● Your task: Repeat the records below exactly, from the first line through the line containing "position:relative; width:2287px; height:713px;", and leave out any pictures.

=-=-=

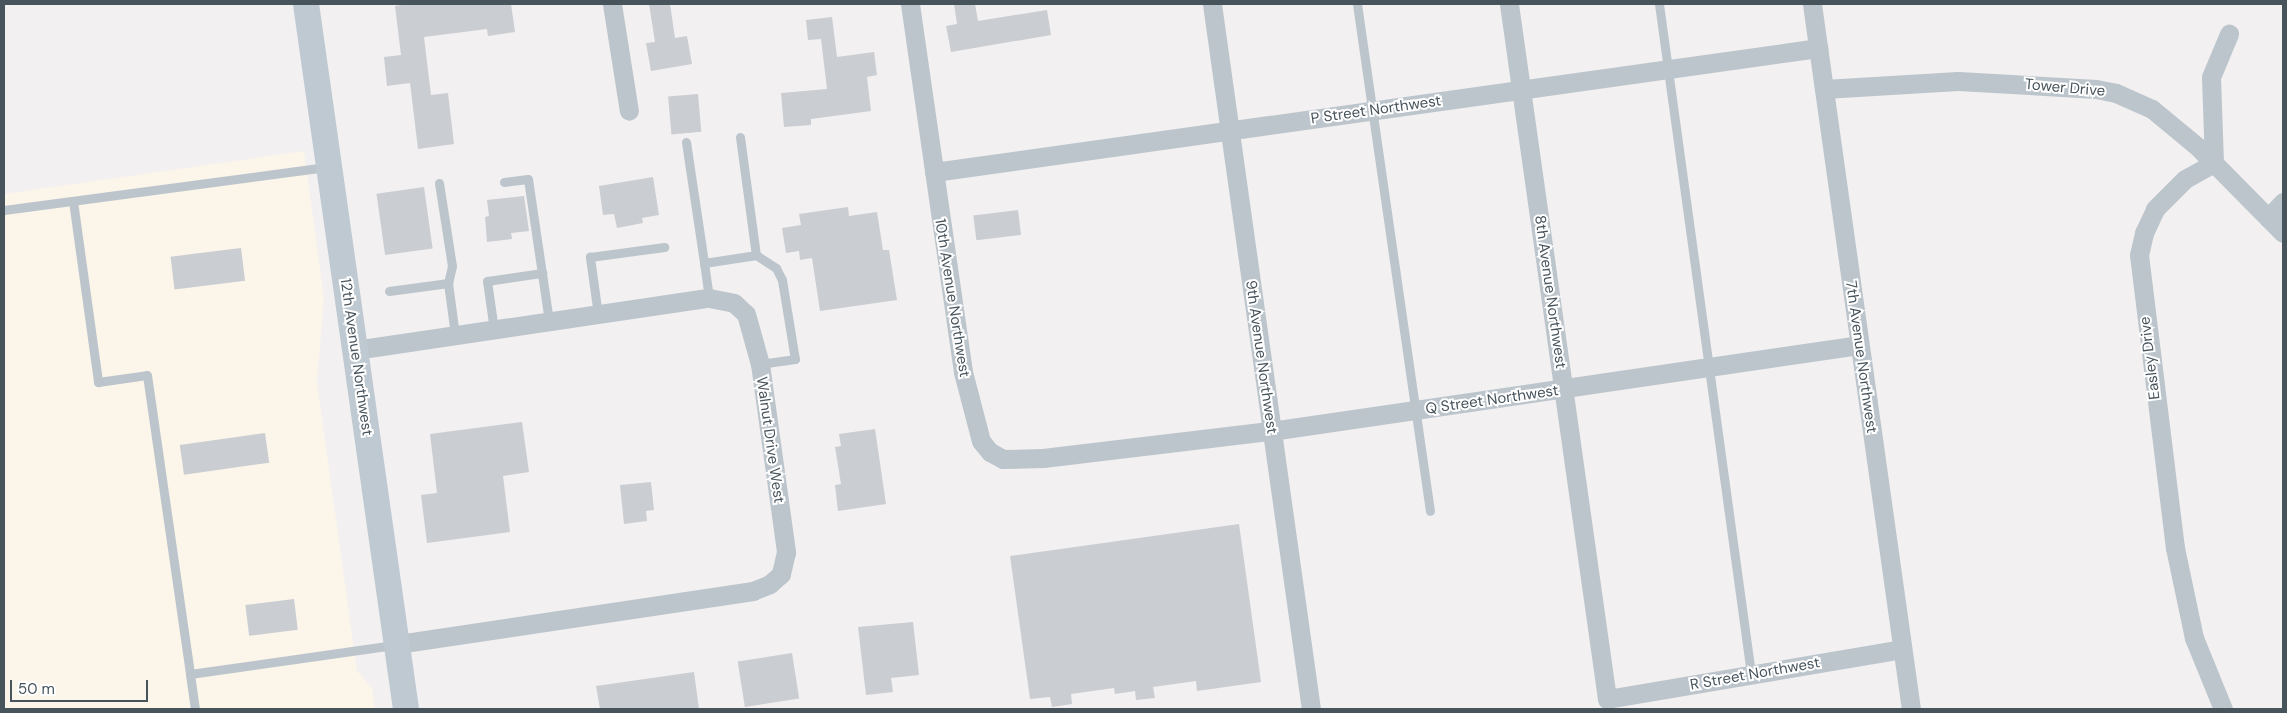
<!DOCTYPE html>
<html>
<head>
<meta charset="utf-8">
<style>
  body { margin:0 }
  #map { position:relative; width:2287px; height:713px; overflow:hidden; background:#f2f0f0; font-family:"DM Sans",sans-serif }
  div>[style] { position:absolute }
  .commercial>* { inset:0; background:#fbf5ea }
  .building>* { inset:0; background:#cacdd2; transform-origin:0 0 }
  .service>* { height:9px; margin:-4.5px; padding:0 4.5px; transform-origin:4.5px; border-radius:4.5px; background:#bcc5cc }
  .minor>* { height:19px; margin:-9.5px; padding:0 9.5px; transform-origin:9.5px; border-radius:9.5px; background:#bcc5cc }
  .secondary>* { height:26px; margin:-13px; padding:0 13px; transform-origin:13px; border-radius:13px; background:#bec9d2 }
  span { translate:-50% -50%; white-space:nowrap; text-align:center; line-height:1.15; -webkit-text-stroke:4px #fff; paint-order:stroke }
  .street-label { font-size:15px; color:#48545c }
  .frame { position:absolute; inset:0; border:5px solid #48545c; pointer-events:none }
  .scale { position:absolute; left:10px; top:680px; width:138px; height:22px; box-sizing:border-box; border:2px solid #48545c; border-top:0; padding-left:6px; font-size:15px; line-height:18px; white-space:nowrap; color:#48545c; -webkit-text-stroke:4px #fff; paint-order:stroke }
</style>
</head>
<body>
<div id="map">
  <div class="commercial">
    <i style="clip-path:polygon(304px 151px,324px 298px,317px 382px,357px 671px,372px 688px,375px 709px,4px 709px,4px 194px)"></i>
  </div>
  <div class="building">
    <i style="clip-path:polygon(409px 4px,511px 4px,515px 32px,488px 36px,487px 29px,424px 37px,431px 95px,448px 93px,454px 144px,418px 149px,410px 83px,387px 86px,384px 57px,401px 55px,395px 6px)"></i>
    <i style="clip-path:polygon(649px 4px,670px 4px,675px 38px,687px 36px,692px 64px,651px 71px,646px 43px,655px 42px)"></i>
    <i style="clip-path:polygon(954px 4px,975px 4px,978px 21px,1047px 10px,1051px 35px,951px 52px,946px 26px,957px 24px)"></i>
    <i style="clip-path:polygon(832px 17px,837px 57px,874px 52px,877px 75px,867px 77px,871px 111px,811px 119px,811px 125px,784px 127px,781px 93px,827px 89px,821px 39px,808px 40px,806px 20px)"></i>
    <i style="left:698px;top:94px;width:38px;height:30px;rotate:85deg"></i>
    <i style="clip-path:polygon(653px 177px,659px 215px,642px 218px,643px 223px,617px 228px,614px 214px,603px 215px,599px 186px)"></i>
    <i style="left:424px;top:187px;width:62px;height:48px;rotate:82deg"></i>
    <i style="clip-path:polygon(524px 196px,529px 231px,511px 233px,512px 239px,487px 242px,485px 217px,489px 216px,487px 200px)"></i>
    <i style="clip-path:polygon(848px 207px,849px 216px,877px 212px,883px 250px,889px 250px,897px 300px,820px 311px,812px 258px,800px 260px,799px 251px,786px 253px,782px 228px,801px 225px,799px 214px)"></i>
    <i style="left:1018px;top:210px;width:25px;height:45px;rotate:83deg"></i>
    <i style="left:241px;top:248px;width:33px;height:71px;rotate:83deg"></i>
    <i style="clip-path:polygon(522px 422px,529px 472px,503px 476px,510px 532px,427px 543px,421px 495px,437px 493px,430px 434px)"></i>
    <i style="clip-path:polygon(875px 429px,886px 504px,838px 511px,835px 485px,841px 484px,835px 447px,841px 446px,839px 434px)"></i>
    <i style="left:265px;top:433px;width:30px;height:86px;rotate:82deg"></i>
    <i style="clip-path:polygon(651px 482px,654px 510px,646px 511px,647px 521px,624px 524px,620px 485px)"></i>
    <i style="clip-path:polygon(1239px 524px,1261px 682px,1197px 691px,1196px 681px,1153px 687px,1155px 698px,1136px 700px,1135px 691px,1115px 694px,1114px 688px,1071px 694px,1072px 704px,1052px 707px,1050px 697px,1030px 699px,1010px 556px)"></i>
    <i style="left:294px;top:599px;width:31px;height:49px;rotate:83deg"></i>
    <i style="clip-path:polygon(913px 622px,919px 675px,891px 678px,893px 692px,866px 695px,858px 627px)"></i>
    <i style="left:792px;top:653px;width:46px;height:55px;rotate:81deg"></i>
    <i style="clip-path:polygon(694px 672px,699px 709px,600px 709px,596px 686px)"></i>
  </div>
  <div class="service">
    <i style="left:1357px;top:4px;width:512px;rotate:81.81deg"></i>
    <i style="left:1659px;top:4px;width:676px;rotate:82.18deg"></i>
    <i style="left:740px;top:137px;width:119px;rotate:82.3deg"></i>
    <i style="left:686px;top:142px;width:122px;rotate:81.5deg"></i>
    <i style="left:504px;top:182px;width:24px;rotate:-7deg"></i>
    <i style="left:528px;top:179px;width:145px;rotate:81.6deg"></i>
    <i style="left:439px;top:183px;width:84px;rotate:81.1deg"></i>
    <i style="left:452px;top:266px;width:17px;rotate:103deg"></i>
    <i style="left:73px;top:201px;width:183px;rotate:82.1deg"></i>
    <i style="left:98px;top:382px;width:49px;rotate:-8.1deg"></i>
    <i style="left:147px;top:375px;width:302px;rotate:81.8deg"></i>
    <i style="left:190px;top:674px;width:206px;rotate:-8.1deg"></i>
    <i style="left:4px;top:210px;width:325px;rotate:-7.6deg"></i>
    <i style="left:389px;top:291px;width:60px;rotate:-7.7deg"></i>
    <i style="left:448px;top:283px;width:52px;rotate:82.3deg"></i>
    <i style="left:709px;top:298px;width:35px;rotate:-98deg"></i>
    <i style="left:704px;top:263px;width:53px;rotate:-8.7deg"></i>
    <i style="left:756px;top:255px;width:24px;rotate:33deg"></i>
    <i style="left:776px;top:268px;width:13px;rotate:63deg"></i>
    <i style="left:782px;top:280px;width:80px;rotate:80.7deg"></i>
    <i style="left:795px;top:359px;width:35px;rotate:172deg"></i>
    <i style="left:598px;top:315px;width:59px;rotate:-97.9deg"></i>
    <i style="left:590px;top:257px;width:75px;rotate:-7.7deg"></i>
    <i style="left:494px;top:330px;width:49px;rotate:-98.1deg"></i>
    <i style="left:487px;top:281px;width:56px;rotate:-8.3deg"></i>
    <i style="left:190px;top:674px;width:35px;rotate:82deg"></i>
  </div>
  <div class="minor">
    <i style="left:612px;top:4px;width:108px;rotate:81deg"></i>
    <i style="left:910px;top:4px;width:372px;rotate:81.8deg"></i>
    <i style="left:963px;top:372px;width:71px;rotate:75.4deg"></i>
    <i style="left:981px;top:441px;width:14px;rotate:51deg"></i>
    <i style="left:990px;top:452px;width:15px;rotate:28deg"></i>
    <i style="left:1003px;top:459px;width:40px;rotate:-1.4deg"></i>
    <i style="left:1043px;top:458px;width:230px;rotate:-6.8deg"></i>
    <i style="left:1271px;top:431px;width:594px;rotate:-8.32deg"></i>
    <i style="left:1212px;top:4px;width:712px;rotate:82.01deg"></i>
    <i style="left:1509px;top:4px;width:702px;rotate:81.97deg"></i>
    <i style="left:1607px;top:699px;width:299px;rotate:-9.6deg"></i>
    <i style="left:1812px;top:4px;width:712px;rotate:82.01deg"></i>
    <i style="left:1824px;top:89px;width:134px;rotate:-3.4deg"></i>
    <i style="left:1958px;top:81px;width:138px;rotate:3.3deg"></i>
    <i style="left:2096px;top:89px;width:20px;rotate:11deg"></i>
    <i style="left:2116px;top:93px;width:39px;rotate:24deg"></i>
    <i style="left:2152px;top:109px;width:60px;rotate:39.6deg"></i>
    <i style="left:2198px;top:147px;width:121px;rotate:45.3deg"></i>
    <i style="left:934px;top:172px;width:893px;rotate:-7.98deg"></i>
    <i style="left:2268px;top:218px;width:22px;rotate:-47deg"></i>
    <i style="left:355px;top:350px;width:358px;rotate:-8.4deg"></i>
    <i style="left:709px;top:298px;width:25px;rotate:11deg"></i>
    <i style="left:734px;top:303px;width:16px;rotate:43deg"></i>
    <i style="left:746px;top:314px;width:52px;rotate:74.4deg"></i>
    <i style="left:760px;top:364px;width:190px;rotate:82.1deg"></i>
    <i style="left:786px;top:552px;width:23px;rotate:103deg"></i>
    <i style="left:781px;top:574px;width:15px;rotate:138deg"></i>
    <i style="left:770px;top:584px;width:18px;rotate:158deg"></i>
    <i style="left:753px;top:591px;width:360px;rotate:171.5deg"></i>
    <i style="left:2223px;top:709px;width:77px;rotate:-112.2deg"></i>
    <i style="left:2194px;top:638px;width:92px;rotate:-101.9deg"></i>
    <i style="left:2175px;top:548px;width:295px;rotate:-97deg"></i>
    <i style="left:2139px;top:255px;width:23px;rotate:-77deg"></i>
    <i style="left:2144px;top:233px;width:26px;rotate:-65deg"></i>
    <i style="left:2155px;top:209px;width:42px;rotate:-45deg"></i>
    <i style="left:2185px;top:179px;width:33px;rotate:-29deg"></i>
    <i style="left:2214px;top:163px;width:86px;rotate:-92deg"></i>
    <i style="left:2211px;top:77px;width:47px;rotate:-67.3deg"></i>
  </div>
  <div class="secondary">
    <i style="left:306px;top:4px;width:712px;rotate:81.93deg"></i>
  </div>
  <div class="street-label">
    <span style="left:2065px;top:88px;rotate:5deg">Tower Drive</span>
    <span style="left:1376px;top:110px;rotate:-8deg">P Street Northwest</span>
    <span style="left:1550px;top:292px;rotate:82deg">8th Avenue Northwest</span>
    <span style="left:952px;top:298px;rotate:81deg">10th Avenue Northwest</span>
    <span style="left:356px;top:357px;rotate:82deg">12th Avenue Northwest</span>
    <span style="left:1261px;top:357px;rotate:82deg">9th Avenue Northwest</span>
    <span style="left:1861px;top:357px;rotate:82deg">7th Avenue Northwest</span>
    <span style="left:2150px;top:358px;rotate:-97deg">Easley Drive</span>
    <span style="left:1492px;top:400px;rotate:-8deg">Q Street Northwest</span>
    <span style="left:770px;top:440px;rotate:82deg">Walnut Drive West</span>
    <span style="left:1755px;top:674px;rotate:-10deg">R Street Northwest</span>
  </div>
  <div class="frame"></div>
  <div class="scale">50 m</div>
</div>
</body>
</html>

=-=-=

● Result below:
<!DOCTYPE html>
<html>
<head>
<meta charset="utf-8">
<style>
  body { margin:0 }
  #map { position:relative; width:2287px; height:713px; overflow:hidden; background:#f2f0f0; font-family:"DM Sans",sans-serif }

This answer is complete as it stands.